01 April 08
Features
lost in fez
It may be getting a bit of a clean up, but Fez is still a vibrant and historic city, where the sights (and smells) will blow you away. Simon Busch pays a visit. Photography by Lin Fou
It’s a city of powerful smells – from leather to mint to
mule pee – and magical and mystical enough to satisfy
the most well-travelled romantic’s dreams. And,
although something has changed about Fez since I was
last here, three years ago, it’s not the city’s aroma.
There is something big at work here – the thick, looming city walls, 1,000 years old in parts, are being rendered disconcertingly clean. Meanwhile, hordes of Europeans are buying up riads – the classic Moroccan urban dwelling, with cool, planted inner courtyards open to the sky – and restoring them as winter-sun getaways. Perhaps that’s it, a boom in property investment and tourism causing what suggests, at least on the surface, an urban deep clean.

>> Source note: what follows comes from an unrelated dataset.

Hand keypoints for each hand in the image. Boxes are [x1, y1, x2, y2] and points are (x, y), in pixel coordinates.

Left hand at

A battered old riad costs at least €100,000 now – twice the price
of five years ago, according to a Fassi man outside our hotel, itself a
converted riad. So, feeling the urge, my photographer, our guide and I
went to investigate one such battered old house nominally for sale at the
end of a typically claustrophobic Fez alley. But the skinny grandfather
with the Father Christmas beard who opened the door refused us entry,
saying he was sick of all these foreigners marching through and
gawping, talking prices but never settling on
one. This wasn’t how Moroccans – barterers
extraordinaires – were used to doing business.

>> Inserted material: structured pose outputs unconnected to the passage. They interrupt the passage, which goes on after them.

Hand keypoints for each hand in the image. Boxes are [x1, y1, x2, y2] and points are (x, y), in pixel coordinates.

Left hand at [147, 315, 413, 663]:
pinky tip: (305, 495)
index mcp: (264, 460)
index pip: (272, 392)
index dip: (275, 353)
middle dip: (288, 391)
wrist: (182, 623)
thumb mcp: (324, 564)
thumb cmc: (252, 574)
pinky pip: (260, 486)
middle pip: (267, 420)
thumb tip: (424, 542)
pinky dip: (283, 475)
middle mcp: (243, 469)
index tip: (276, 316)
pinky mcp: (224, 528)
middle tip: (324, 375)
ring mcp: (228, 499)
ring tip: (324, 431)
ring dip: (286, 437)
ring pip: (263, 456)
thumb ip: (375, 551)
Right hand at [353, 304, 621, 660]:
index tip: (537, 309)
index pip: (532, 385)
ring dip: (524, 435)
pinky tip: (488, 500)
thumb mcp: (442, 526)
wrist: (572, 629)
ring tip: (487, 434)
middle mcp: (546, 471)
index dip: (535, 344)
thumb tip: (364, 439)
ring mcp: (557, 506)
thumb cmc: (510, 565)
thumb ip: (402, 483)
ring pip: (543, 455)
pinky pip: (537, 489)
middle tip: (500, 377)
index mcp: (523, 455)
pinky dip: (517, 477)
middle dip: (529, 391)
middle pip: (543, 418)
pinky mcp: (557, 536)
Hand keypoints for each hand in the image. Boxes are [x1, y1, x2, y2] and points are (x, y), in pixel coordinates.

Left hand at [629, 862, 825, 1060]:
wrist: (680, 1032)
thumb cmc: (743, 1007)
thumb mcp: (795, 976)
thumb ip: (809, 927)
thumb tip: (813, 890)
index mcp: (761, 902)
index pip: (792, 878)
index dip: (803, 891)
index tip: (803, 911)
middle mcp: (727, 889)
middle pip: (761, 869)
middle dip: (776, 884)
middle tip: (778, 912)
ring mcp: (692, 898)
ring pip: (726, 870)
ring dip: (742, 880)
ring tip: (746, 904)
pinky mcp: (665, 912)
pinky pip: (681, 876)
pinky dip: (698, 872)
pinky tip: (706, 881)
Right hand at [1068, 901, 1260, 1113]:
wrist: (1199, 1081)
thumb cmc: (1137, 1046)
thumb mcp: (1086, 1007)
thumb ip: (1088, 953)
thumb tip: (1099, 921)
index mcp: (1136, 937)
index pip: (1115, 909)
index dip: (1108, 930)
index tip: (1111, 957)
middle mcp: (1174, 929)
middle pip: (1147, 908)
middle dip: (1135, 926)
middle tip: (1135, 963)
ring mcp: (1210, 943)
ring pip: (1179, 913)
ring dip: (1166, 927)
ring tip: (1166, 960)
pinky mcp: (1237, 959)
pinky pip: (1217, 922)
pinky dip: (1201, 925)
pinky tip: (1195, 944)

Still, if he did ever sell, he could build a house or three in the countryside from bricks of dirhams, and I half expected to see the Moroccan equivalent of a London estate agent, equally success-plumped, slick of hair and locatable by his aftershave – or perhaps actual London estate agents, escaping prerecessionary Britain. But there are no gleaming glass frontages in Fez – property wares laid out like cakes behind – the estate agency remains in its primordial state here, a spartan cupboard off the street, eventually identifiable by a faded door key sprayed onto a plank.

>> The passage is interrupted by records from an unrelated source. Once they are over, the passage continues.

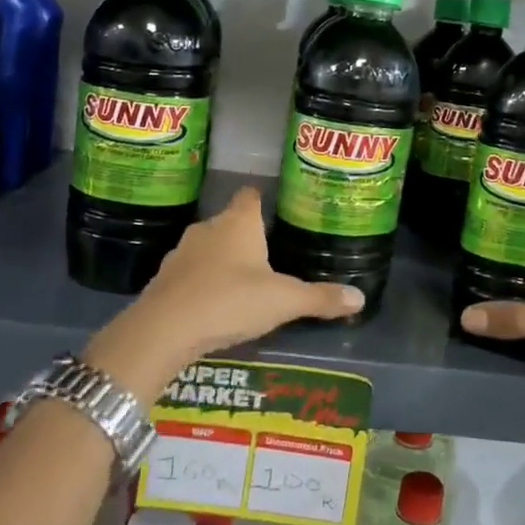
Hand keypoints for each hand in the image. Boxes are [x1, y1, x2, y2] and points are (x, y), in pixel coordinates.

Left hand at [85, 187, 363, 401]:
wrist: (164, 329)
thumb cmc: (230, 301)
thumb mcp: (283, 301)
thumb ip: (320, 298)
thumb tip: (360, 298)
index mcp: (239, 223)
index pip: (251, 195)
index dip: (262, 198)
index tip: (275, 207)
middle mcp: (208, 228)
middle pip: (230, 222)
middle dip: (246, 234)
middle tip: (270, 252)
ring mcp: (182, 252)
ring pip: (208, 247)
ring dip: (222, 259)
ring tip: (243, 281)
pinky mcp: (164, 278)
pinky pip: (190, 273)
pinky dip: (202, 281)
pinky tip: (214, 303)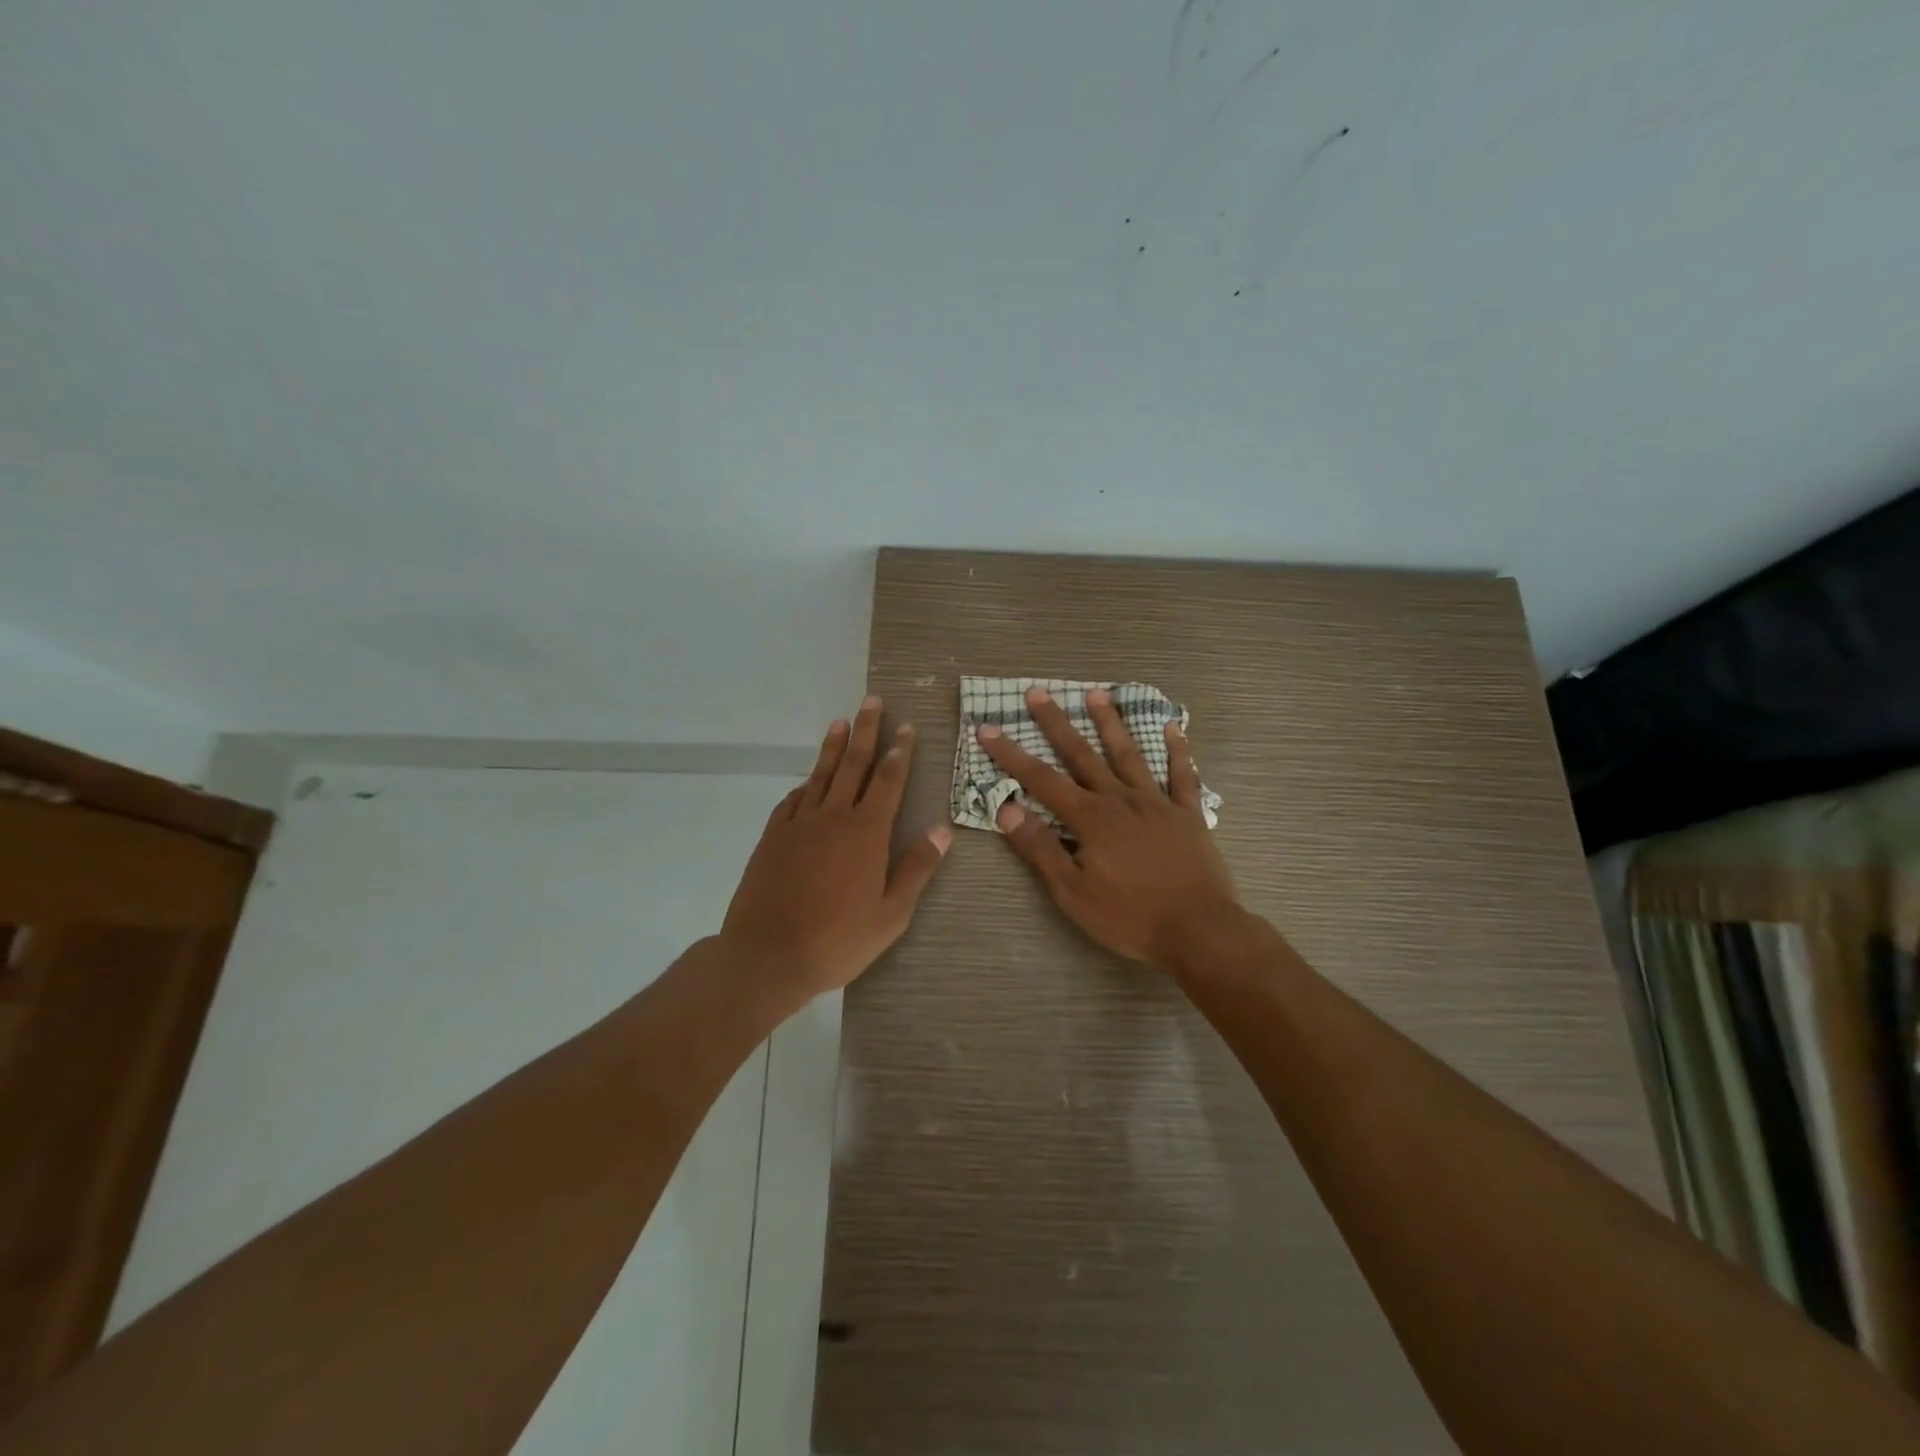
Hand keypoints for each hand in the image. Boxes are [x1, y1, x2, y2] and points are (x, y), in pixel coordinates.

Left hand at [723, 697, 950, 1003]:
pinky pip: (793, 800)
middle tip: (873, 701)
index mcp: (866, 833)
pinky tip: (808, 779)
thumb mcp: (891, 914)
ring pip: (820, 775)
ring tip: (842, 721)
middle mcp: (833, 817)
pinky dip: (805, 784)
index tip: (905, 727)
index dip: (899, 752)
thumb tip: (942, 830)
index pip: (888, 781)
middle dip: (866, 730)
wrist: (767, 956)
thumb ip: (917, 869)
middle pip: (853, 764)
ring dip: (834, 746)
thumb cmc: (837, 940)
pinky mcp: (773, 837)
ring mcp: (798, 824)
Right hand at [978, 685, 1241, 973]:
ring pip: (1129, 755)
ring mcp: (1157, 803)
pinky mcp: (1188, 814)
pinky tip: (1173, 727)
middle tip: (1038, 693)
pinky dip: (1177, 750)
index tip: (988, 728)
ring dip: (1110, 723)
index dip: (1012, 755)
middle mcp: (1121, 800)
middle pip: (1082, 755)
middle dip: (1057, 724)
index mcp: (1090, 818)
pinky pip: (1182, 776)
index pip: (1041, 780)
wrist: (1199, 930)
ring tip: (1097, 694)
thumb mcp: (1072, 892)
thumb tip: (1007, 809)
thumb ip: (1040, 848)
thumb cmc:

The shabby agencies, and the smells, are a
sign of something wider, because, despite its
superficial air of improvement, Fez has in many
ways remained unchanged for centuries. And it is
in exploring its medieval ambience that the real
pleasure of the city lies.
There are two parts to Fez, the 9th-century Fes el-Bali, or “Fes the Old”, and 13th-century Fes el-Djedid, or “New Fes”, and you should get lost in both. I say should, not in the sense of some spirit of hippy mysticism, nor because getting lost is “all part of the fun”, but because it’s impossible not to, so you may as well resign yourself to it from the start. There’s no point fighting it, especially in Fes el-Bali, with its red clay walls, tiny alleyways and white-grey buildings with no view outside the immediate streets in front of you. And don’t worry about a guide unless you really want to – Fes el-Bali is small enough that you will find your way out eventually, regardless of whatever the pushy guides seeking employ tell you.